# A Moving Mesa Midgard Cube

22 Apr 2018

In the last Panfrost status update, a transitory “half-way” driver was presented, with the purpose of easing the transition from a standalone library abstracting the hardware to a full-fledged OpenGL ES driver using the Mesa and Gallium3D infrastructure.

Since then, I’ve completed the transition, creating such a driver, but retaining support for out-of-tree testing.

Almost everything that was exposed with the custom half-way interface is now available through Gallium3D. Attributes, varyings, and uniforms all work. A bit of rasterisation state is supported. Multiframe programs work, as do programs with multiple non-indexed, direct draws per frame.

The result? The GLES test-cube demo from freedreno runs using the Mali T760 GPU present in my RK3288 laptop, going through the Mesa/Gallium3D stack. Of course, there’s no need to rely on the vendor’s proprietary compilers for shaders – the demo is using shaders from the free, NIR-based Midgard compiler.

Look ma, no blobs!

In the past three weeks since the previous update, all aspects of the project have seen fervent progress, culminating in the above demo. The change list for the core Gallium driver is lengthy but largely routine: abstracting features about the hardware which were already understood and integrating it with Gallium, resolving bugs which are discovered in the process, and repeating until the next GLES test passes normally. Enthusiastic readers can read the code of the driver core on GitLab.

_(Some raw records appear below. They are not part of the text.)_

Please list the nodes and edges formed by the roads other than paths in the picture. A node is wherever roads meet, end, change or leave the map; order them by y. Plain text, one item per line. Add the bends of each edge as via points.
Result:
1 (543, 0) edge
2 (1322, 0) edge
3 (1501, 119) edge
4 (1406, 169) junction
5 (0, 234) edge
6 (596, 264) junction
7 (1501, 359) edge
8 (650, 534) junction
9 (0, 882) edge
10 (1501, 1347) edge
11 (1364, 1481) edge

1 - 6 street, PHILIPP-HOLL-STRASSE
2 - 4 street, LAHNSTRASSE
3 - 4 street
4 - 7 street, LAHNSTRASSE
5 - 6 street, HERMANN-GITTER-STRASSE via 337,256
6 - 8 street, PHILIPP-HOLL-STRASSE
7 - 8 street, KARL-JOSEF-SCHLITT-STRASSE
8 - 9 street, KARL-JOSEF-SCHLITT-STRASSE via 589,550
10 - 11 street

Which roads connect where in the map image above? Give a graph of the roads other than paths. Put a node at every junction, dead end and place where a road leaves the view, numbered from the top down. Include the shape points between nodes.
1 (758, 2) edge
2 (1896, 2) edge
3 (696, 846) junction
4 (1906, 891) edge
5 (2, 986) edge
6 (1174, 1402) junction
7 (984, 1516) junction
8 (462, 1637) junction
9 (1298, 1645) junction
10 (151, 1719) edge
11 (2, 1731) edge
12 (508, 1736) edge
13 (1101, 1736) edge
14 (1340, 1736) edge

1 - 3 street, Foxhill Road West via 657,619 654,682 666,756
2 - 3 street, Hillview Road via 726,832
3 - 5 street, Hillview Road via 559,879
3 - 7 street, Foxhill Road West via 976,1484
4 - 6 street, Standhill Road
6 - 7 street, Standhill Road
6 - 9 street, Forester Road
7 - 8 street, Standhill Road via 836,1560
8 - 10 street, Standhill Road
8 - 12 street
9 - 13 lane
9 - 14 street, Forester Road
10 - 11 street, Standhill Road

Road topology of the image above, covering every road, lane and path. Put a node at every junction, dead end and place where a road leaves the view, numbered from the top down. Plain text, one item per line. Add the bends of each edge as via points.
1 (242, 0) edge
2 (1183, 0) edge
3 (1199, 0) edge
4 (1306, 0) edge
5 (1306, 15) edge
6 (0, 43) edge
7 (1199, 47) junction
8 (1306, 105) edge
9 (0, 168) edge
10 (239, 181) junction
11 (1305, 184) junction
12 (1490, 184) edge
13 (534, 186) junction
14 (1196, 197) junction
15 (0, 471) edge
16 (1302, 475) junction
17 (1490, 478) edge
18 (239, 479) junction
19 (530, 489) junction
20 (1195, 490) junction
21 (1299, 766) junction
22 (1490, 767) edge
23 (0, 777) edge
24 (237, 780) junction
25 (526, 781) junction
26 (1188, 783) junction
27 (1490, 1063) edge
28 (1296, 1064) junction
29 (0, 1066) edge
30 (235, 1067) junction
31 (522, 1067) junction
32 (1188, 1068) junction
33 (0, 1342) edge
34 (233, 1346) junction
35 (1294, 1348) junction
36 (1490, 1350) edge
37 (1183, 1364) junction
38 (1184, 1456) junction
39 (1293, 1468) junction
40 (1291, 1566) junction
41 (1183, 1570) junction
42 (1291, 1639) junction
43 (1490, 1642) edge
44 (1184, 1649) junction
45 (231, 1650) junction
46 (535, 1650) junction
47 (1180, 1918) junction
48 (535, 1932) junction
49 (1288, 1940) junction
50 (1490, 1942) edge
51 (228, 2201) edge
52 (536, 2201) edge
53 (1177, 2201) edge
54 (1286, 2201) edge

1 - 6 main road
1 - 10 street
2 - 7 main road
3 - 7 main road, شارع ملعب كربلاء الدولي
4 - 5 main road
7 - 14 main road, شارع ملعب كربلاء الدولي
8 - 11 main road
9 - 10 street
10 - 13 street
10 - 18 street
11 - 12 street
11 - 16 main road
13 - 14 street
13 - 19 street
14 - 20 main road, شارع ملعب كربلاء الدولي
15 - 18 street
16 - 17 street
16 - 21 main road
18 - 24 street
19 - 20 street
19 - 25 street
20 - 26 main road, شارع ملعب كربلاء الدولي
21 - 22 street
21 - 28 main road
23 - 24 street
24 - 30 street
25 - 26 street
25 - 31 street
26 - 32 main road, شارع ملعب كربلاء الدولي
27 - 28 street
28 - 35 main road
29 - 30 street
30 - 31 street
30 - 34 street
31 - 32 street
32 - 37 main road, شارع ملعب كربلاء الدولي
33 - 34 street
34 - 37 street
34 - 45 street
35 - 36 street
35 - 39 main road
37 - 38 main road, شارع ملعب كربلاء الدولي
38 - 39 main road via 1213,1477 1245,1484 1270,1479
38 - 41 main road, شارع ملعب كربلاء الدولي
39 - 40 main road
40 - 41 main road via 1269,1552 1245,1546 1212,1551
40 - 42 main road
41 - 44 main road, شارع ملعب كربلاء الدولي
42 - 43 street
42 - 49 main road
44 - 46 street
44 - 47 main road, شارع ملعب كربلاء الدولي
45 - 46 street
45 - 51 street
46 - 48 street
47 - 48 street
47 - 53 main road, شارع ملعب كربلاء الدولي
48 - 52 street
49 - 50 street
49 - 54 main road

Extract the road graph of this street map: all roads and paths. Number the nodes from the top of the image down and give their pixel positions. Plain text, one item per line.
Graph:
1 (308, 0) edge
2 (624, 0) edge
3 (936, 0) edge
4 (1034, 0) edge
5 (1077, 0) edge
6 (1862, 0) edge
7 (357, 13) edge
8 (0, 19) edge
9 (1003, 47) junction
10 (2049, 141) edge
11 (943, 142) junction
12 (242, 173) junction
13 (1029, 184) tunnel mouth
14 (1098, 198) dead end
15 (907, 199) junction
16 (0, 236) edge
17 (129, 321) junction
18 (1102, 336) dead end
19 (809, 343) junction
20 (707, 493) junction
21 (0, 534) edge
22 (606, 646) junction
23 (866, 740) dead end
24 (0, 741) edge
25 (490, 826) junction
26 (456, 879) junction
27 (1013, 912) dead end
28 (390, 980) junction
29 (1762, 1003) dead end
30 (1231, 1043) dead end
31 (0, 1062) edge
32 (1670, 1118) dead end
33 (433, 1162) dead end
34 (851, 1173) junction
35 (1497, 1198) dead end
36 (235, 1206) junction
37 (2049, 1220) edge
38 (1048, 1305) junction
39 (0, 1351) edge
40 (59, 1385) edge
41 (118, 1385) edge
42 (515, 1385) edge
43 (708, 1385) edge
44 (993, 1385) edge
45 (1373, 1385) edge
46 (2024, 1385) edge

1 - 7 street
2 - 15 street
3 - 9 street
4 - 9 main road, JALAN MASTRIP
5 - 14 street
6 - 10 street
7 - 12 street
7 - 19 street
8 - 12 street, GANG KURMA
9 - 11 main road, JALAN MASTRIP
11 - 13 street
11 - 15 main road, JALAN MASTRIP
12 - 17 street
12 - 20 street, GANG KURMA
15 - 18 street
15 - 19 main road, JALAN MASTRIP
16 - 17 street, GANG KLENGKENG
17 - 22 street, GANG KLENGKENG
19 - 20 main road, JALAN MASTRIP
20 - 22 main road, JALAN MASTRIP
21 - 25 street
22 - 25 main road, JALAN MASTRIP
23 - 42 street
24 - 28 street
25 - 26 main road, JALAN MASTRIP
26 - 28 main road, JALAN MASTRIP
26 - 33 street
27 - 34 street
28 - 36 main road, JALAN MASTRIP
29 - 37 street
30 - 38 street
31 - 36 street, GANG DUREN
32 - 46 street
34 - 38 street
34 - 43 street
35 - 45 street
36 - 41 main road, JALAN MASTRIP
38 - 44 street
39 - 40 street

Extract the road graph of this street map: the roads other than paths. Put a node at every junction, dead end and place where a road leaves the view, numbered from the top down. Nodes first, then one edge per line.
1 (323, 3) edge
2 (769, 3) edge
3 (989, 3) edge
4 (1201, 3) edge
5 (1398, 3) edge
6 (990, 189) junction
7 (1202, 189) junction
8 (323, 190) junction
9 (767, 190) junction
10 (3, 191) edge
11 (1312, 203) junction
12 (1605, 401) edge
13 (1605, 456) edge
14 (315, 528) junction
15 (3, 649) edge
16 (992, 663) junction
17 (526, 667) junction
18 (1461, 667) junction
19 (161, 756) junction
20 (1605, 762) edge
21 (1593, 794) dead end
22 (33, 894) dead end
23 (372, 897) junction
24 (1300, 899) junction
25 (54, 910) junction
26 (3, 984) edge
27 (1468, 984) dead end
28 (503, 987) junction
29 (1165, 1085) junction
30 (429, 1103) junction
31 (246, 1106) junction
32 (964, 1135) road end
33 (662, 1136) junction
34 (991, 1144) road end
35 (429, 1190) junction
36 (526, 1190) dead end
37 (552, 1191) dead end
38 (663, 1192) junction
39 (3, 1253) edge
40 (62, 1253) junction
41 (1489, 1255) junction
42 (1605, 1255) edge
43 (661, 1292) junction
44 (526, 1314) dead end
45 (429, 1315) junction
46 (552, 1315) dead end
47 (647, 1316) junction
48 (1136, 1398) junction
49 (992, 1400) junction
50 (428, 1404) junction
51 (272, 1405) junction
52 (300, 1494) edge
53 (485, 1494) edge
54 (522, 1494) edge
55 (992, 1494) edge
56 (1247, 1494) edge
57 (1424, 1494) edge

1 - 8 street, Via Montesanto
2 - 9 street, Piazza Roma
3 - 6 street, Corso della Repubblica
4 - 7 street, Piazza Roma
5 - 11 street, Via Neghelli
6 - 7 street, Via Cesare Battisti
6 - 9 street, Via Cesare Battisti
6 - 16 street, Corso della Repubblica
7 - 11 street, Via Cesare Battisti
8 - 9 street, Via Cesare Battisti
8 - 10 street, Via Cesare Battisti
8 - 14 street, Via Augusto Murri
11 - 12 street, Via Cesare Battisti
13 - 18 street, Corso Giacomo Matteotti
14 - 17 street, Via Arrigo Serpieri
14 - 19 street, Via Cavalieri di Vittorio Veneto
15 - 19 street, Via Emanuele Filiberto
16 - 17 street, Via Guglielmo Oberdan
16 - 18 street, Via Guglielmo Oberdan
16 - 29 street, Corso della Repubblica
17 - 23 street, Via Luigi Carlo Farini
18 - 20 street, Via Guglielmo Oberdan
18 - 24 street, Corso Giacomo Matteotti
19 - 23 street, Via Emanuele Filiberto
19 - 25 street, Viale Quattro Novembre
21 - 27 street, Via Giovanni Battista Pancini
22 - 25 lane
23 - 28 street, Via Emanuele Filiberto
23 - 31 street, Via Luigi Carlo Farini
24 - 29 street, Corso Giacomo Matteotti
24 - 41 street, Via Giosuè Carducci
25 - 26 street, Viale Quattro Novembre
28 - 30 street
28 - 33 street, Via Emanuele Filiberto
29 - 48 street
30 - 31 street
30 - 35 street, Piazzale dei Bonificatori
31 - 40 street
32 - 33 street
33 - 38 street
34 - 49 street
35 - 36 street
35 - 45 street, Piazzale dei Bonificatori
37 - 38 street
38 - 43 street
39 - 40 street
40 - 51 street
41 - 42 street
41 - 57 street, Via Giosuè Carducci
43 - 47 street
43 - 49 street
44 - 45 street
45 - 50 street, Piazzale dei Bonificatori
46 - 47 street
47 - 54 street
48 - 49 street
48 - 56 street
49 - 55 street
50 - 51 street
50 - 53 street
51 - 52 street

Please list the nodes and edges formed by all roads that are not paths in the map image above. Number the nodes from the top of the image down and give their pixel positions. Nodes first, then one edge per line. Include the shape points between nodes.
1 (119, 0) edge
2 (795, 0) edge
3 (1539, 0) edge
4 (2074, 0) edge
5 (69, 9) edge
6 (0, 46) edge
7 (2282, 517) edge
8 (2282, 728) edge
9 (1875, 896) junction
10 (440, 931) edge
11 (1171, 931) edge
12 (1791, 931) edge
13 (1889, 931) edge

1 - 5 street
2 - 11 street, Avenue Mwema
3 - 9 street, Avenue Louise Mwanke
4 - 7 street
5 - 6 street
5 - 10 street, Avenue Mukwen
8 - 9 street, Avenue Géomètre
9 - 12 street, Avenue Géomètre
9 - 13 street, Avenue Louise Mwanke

Although numerous bugs were solved in this process, one in particular is worthy of mention: the “tile flicker bug”, notorious to lurkers of our Freenode IRC channel, #panfrost. Present since the first render, this bug resulted in non-deterministic rendering glitches, where particular tiles would display the background colour in lieu of the render itself. The non-deterministic nature had long suggested it was either the result of improper memory management or a race condition, but the precise cause was unknown. Finally, the cause was narrowed down to a race condition between the vertex/tiler jobs responsible for draws, and the fragment job responsible for screen painting. With this cause in mind, a simple fix squashed the bug, hopefully for good; renders are now deterministic and correct. Huge thanks to Rob Clark for letting me use him as a sounding board to solve this.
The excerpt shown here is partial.